Sengketa Lahan di Makassar: Bosowa Klaim, Ahli Waris Sebut Gugatan Salah Alamat
Ahli waris mendasarkan argumennya pada beberapa aturan hukum dan putusan MA. Pasal 19 ayat (2) huruf c UUPA menegaskan sertifikat sebagai alat bukti kuat hak atas tanah. Putusan MA No. 434 K/Sip/1982 menyatakan sertifikat hak milik adalah bukti kepemilikan terkuat. UU No. 4/1996 tentang Hak Tanggungan mengatur bahwa roya mengembalikan hak tanah secara utuh. PP No. 24/1997 menegaskan pendaftaran tanah memberikan kepastian lokasi dan batas bidang tanah.
Yurisprudensi MA No. 976 K/Pdt/2015 & No. 5/Yur/Pdt/2018 menyatakan sertifikat yang lebih dulu terbit memiliki kekuatan hukum lebih kuat jika terjadi tumpang tindih. Pengecekan melalui aplikasi resmi BPN “Sentuh Tanahku” juga mengonfirmasi bahwa HGB Bosowa berada di Tanjung Merdeka, bukan di Maccini Sombala.
Ahli waris memaparkan rantai kepemilikan SHM No. 02/Maccini Sombala: terbit 1965 atas nama Saeba Dg. Tutu, dijual 1982 ke Nyonya Nurhayana, dicatat di Kantor Pertanahan, beralih ke Balai Harta Peninggalan Ujung Pandang 1984, dibeli H. Abdul Gaffar tahun 1998, dan tahun 2007 dijual ke Eddy Salim berdasarkan akta resmi PPAT. Dengan bukti ini, ahli waris yakin gugatan Bosowa salah objek, karena sertifikat mereka berada di Maccini Sombala, sedangkan HGB Bosowa di Tanjung Merdeka.

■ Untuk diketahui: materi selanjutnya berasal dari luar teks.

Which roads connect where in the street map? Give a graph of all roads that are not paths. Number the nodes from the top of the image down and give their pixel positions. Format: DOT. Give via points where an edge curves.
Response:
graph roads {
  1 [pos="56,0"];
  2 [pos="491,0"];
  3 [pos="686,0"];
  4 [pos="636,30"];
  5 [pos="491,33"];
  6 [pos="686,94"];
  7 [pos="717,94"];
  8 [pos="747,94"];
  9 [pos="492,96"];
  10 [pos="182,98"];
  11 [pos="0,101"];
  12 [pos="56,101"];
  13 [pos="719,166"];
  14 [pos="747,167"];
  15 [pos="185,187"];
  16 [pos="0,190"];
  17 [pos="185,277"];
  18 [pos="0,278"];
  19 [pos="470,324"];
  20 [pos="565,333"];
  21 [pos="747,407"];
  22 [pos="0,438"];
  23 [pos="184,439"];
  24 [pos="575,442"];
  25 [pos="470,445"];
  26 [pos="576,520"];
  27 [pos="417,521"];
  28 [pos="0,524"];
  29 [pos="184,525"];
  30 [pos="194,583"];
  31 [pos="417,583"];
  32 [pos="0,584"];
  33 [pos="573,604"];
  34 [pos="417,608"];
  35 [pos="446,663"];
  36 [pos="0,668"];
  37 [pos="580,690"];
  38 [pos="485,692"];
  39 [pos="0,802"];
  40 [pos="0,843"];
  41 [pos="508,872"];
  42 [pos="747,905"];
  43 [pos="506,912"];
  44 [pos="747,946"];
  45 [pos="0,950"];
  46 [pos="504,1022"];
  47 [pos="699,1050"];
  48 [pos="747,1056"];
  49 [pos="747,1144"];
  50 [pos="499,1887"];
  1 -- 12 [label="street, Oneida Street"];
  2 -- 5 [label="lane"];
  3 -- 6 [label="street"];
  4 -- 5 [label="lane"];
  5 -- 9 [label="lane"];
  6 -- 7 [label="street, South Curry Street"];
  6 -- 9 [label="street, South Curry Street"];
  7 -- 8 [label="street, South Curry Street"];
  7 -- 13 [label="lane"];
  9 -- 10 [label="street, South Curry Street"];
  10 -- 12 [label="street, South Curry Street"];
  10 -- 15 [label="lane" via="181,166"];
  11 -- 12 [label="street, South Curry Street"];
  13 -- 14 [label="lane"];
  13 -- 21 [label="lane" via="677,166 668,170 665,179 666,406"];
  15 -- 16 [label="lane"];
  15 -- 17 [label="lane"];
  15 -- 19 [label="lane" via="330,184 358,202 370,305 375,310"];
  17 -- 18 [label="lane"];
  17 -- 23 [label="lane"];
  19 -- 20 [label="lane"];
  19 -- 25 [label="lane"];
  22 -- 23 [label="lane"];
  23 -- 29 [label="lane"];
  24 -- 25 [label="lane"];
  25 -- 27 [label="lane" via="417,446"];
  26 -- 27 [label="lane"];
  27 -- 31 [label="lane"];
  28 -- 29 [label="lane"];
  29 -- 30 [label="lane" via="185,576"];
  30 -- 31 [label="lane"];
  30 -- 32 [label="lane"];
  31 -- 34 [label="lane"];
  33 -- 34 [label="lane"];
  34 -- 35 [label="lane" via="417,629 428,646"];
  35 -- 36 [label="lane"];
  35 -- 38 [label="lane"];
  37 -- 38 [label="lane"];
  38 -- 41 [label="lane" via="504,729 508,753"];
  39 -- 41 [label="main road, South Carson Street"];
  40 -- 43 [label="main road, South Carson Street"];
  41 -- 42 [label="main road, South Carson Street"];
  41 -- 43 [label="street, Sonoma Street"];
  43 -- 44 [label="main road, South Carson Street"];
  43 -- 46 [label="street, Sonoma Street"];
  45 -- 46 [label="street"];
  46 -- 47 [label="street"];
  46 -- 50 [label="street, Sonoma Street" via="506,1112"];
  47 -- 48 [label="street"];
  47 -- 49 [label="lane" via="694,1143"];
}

Ahli waris juga menyampaikan harapan agar pendiri Grup Bosowa, H.M. Aksa Mahmud, meninjau kembali fakta ini. Mereka yakin beliau, sebagai tokoh nasional dan tokoh agama yang peduli keadilan, akan mempertimbangkan bahwa SHM ahli waris telah ada sejak 1965, jauh sebelum HGB Bosowa diterbitkan di lokasi berbeda.
“Kami percaya pada integritas pengadilan. Dengan bukti yang ada, kami yakin pengadilan akan berpihak pada keadilan,” kata Dr. H. Nirwan Dahyar, SE., MM, mewakili ahli waris H. Abdul Gaffar.